> TASK GOAL: Print each record below exactly as it appears.

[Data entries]
+--

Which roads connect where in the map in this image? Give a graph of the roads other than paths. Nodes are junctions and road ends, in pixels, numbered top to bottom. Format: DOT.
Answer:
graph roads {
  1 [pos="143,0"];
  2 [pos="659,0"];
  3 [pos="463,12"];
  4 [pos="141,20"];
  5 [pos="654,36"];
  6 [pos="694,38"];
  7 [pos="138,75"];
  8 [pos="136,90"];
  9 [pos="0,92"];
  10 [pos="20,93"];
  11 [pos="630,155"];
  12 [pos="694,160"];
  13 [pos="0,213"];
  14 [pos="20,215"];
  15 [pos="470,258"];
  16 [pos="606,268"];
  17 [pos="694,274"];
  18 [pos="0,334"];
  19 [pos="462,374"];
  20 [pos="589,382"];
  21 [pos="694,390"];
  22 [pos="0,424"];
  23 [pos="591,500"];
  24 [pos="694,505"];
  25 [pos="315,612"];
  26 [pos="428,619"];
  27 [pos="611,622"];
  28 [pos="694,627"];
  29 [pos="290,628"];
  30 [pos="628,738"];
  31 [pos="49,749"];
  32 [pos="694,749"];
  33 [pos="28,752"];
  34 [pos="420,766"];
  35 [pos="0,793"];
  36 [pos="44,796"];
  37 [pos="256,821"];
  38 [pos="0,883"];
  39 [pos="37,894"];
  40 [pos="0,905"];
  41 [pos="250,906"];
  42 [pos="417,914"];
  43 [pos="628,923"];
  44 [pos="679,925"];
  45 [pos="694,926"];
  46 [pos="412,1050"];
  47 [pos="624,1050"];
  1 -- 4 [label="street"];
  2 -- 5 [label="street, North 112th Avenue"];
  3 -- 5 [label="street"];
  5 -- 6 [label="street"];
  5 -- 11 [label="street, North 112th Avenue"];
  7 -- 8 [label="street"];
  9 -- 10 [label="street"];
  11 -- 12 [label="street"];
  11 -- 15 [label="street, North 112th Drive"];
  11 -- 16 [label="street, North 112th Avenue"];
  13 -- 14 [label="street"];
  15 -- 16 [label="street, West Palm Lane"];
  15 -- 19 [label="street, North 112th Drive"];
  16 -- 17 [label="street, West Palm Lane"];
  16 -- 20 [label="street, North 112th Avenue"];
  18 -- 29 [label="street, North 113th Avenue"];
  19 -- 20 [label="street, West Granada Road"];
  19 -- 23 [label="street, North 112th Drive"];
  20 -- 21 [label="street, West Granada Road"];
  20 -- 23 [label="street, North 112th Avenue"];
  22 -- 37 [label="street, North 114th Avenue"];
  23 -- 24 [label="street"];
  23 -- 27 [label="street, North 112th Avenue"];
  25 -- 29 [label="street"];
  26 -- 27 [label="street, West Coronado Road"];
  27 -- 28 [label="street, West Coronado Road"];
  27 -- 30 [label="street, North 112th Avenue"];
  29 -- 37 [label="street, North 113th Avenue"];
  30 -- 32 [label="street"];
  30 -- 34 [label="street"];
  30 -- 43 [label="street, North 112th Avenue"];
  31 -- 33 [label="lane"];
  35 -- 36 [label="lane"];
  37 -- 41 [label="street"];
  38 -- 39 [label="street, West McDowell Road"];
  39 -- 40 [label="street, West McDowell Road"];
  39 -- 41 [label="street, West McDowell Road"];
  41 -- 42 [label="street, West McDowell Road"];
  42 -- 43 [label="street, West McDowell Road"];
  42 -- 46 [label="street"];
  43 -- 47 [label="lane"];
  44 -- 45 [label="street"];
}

+--

> TASK OUTPUT:
Which roads connect where in the map in this image? Give a graph of the roads other than paths. Nodes are junctions and road ends, in pixels, numbered top to bottom. Format: DOT.
Answer:
graph roads {
  1 [pos="143,0"];
  2 [pos="659,0"];
  3 [pos="463,12"];
  4 [pos="141,20"];
  5 [pos="654,36"];
  6 [pos="694,38"];
  7 [pos="138,75"];
  8 [pos="136,90"];
  9 [pos="0,92"];
  10 [pos="20,93"];
  11 [pos="630,155"];
  12 [pos="694,160"];
  13 [pos="0,213"];
  14 [pos="20,215"];
  15 [pos="470,258"];
  16 [pos="606,268"];
  17 [pos="694,274"];
  18 [pos="0,334"];
  19 [pos="462,374"];
  20 [pos="589,382"];
  21 [pos="694,390"];
  22 [pos="0,424"];
  23 [pos="591,500"];
  24 [pos="694,505"];
  25 [pos="315,612"];
  26 [pos="428,619"];
  27 [pos="611,622"];
  28 [pos="694,627"];
  29 [pos="290,628"];
  30 [pos="628,738"];
  31 [pos="49,749"];
  32 [pos="694,749"];
  33 [pos="28,752"];
  34 [pos="420,766"];
  35 [pos="0,793"];
  36 [pos="44,796"];
  37 [pos="256,821"];
  38 [pos="0,883"];
  39 [pos="37,894"];
  40 [pos="0,905"];
  41 [pos="250,906"];
  42 [pos="417,914"];
  43 [pos="628,923"];
  44 [pos="679,925"];
  45 [pos="694,926"];
  46 [pos="412,1050"];
  47 [pos="624,1050"];
  1 -- 4 [label="street"];
  2 -- 5 [label="street, North 112th Avenue"];
  3 -- 5 [label="street"];
  5 -- 6 [label="street"];
  5 -- 11 [label="street, North 112th Avenue"];
  7 -- 8 [label="street"];
  9 -- 10 [label="street"];
  11 -- 12 [label="street"];
  11 -- 15 [label="street, North 112th Drive"];
  11 -- 16 [label="street, North 112th Avenue"];
  13 -- 14 [label="street"];
  15 -- 16 [label="street, West Palm Lane"];
  15 -- 19 [label="street, North 112th Drive"];
  16 -- 17 [label="street, West Palm Lane"];
  16 -- 20 [label="street, North 112th Avenue"];
  18 -- 29 [label="street, North 113th Avenue"];
  19 -- 20 [label="street, West Granada Road"];
  19 -- 23 [label="street, North 112th Drive"];
  20 -- 21 [label="street, West Granada Road"];
  20 -- 23 [label="street, North 112th Avenue"];
  22 -- 37 [label="street, North 114th Avenue"];
  23 -- 24 [label="street"];
  23 -- 27 [label="street, North 112th Avenue"];
  25 -- 29 [label="street"];
  26 -- 27 [label="street, West Coronado Road"];
  27 -- 28 [label="street, West Coronado Road"];
  27 -- 30 [label="street, North 112th Avenue"];
  29 -- 37 [label="street, North 113th Avenue"];
  30 -- 32 [label="street"];
  30 -- 34 [label="street"];
  30 -- 43 [label="street, North 112th Avenue"];
  31 -- 33 [label="lane"];
  35 -- 36 [label="lane"];
  37 -- 41 [label="street"];
  38 -- 39 [label="street, West McDowell Road"];
  39 -- 40 [label="street, West McDowell Road"];
  39 -- 41 [label="street, West McDowell Road"];
  41 -- 42 [label="street, West McDowell Road"];
  42 -- 43 [label="street, West McDowell Road"];
  42 -- 46 [label="street"];
  43 -- 47 [label="lane"];
  44 -- 45 [label="street"];
}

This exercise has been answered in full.